La presión de los familiares de los rehenes y de la comunidad internacional se contrapone a la férrea oposición de los sectores ultranacionalistas de su coalición de gobierno. Desde el inicio de la guerra, la sociedad israelí ha estado profundamente dividida. Por un lado, el movimiento de los familiares de los rehenes ha organizado manifestaciones masivas, como la que congregó a 350.000 personas en Tel Aviv, exigiendo un acuerdo inmediato para la liberación de sus seres queridos. Este sector de la población, junto con una parte considerable de la ciudadanía, considera que el gobierno ha abandonado a los cautivos y aboga por negociar el fin de la guerra.

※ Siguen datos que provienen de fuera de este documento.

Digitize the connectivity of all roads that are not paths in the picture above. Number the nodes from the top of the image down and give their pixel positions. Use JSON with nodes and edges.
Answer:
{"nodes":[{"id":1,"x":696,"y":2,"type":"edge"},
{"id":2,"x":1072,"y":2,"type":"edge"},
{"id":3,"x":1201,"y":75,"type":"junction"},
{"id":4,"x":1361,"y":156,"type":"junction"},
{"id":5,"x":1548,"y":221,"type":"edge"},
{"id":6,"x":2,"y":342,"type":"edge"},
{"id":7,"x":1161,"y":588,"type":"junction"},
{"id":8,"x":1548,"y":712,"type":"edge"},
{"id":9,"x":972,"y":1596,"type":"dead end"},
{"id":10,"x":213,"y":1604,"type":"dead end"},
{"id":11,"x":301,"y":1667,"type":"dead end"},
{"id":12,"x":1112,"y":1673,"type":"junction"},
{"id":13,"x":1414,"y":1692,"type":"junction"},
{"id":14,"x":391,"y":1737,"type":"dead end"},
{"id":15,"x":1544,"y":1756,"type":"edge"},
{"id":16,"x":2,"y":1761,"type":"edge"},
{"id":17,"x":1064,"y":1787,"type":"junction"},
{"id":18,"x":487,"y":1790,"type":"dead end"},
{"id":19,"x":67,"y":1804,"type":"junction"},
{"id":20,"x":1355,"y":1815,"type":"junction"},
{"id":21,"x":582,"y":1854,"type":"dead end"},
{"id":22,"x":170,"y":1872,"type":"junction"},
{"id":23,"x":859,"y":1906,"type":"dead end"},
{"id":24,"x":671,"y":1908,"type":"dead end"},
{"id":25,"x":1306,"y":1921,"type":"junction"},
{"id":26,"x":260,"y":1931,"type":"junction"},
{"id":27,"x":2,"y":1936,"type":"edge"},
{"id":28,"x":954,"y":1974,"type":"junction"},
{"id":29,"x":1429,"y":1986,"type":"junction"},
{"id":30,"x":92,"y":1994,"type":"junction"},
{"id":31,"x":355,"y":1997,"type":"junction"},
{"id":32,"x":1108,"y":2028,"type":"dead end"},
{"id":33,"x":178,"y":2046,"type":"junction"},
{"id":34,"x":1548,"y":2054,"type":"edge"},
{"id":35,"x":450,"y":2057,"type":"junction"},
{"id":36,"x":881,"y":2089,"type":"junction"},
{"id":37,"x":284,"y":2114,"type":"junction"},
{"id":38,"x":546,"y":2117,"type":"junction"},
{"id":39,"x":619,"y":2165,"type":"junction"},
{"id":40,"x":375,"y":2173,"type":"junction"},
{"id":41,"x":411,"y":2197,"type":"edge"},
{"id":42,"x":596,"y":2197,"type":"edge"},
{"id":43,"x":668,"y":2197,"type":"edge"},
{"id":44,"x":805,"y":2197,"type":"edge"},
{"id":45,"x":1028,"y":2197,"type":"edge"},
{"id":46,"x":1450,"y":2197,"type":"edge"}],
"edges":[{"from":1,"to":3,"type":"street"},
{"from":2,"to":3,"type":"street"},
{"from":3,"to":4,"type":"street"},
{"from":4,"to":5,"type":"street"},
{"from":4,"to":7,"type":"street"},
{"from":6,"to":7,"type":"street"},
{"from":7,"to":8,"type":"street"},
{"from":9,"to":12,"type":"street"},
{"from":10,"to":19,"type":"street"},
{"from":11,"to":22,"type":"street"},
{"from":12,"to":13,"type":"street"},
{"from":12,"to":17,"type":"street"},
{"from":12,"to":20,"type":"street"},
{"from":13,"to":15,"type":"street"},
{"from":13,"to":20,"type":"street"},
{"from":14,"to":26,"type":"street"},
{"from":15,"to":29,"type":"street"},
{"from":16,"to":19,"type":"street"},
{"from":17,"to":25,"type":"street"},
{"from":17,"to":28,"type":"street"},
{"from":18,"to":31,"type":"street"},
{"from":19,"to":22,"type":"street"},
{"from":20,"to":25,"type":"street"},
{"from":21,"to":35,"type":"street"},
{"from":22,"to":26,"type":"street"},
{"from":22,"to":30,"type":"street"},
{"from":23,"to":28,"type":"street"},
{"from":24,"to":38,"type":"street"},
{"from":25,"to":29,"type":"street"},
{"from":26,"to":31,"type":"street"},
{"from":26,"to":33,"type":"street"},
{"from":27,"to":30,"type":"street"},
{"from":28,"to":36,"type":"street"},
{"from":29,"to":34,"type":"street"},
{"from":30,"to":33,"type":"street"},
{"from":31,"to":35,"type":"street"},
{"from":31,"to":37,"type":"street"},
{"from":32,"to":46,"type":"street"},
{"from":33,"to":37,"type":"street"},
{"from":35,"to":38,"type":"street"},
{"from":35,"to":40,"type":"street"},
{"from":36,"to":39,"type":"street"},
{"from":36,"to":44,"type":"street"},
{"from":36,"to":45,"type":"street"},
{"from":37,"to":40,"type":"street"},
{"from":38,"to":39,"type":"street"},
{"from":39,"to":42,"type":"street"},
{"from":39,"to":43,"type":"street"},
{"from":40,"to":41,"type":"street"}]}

Por otro lado, Netanyahu está presionado por los partidos de extrema derecha de su coalición, que rechazan cualquier tipo de concesión a Hamás y exigen mantener las operaciones militares hasta la “eliminación total del grupo”.

Para estos sectores, un acuerdo que no culmine con una victoria militar completa sería una capitulación.

Esta tensión coloca al primer ministro en una posición precaria: aceptar el acuerdo podría aliviar la presión internacional y responder a las demandas humanitarias, pero corre el riesgo de fracturar su gobierno y provocar su caída. La ratificación del pacto en el gabinete de seguridad israelí es, por lo tanto, un paso crucial y altamente incierto, que definirá no solo el futuro inmediato del conflicto, sino también la estabilidad política de Israel.